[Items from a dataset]

--- START ---

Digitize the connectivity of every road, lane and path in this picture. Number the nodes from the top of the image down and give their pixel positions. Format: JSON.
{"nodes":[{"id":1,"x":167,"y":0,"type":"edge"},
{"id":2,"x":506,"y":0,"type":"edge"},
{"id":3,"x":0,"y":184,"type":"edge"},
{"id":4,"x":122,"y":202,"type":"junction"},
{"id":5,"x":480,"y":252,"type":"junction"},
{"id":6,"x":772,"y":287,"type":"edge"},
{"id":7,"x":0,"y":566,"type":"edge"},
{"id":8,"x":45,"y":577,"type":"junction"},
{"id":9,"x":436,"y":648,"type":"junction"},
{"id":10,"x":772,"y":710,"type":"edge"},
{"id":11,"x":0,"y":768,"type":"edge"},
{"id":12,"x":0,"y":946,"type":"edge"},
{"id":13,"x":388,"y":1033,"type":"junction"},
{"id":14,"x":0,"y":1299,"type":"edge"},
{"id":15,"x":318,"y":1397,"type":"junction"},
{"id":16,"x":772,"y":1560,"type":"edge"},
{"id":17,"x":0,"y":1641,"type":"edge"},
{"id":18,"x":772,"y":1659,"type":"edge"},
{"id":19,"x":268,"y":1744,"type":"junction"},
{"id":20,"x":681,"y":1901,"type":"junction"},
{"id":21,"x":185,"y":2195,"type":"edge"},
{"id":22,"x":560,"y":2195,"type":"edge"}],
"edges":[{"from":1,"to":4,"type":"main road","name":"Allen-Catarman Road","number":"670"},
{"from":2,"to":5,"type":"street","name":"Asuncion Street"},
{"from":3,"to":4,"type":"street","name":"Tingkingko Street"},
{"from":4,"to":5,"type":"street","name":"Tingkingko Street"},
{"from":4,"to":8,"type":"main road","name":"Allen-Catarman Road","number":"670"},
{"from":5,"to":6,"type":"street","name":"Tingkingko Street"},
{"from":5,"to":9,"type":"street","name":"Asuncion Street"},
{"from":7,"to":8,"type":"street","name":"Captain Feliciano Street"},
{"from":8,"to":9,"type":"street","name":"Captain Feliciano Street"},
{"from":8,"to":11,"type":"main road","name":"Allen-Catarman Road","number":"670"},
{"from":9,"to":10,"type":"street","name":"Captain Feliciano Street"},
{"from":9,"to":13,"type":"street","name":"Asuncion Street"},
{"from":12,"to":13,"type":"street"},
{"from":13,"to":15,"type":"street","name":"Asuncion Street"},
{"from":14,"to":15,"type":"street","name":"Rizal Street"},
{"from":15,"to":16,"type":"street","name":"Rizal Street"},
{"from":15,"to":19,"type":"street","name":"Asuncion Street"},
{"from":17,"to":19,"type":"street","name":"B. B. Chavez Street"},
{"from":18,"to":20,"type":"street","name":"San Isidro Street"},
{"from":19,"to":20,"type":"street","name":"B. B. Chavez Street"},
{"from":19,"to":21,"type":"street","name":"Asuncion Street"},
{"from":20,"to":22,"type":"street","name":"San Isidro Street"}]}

--- END ---

Instructions to follow: Every entry should be output exactly as written, please.

Task output:
Digitize the connectivity of every road, lane and path in this picture. Number the nodes from the top of the image down and give their pixel positions. Format: JSON.
{"nodes":[{"id":1,"x":167,"y":0,"type":"edge"},
{"id":2,"x":506,"y":0,"type":"edge"},
{"id":3,"x":0,"y":184,"type":"edge"},
{"id":4,"x":122,"y":202,"type":"junction"},
{"id":5,"x":480,"y":252,"type":"junction"},
{"id":6,"x":772,"y":287,"type":"edge"},
{"id":7,"x":0,"y":566,"type":"edge"},
{"id":8,"x":45,"y":577,"type":"junction"},
{"id":9,"x":436,"y":648,"type":"junction"},
{"id":10,"x":772,"y":710,"type":"edge"},
{"id":11,"x":0,"y":768,"type":"edge"},
{"id":12,"x":0,"y":946,"type":"edge"},
{"id":13,"x":388,"y":1033,"type":"junction"},
{"id":14,"x":0,"y":1299,"type":"edge"},
{"id":15,"x":318,"y":1397,"type":"junction"},
{"id":16,"x":772,"y":1560,"type":"edge"},
{"id":17,"x":0,"y":1641,"type":"edge"},
{"id":18,"x":772,"y":1659,"type":"edge"},
{"id":19,"x":268,"y":1744,"type":"junction"},
{"id":20,"x":681,"y":1901,"type":"junction"},
{"id":21,"x":185,"y":2195,"type":"edge"},
{"id":22,"x":560,"y":2195,"type":"edge"}],
"edges":[{"from":1,"to":4,"type":"main road","name":"Allen-Catarman Road","number":"670"},
{"from":2,"to":5,"type":"street","name":"Asuncion Street"},
{"from":3,"to":4,"type":"street","name":"Tingkingko Street"},
{"from":4,"to":5,"type":"street","name":"Tingkingko Street"},
{"from":4,"to":8,"type":"main road","name":"Allen-Catarman Road","number":"670"},
{"from":5,"to":6,"type":"street","name":"Tingkingko Street"},
{"from":5,"to":9,"type":"street","name":"Asuncion Street"},
{"from":7,"to":8,"type":"street","name":"Captain Feliciano Street"},
{"from":8,"to":9,"type":"street","name":"Captain Feliciano Street"},
{"from":8,"to":11,"type":"main road","name":"Allen-Catarman Road","number":"670"},
{"from":9,"to":10,"type":"street","name":"Captain Feliciano Street"},
{"from":9,"to":13,"type":"street","name":"Asuncion Street"},
{"from":12,"to":13,"type":"street"},
{"from":13,"to":15,"type":"street","name":"Asuncion Street"},
{"from":14,"to":15,"type":"street","name":"Rizal Street"},
{"from":15,"to":16,"type":"street","name":"Rizal Street"},
{"from":15,"to":19,"type":"street","name":"Asuncion Street"},
{"from":17,"to":19,"type":"street","name":"B. B. Chavez Street"},
{"from":18,"to":20,"type":"street","name":"San Isidro Street"},
{"from":19,"to":20,"type":"street","name":"B. B. Chavez Street"},
{"from":19,"to":21,"type":"street","name":"Asuncion Street"},
{"from":20,"to":22,"type":"street","name":"San Isidro Street"}]}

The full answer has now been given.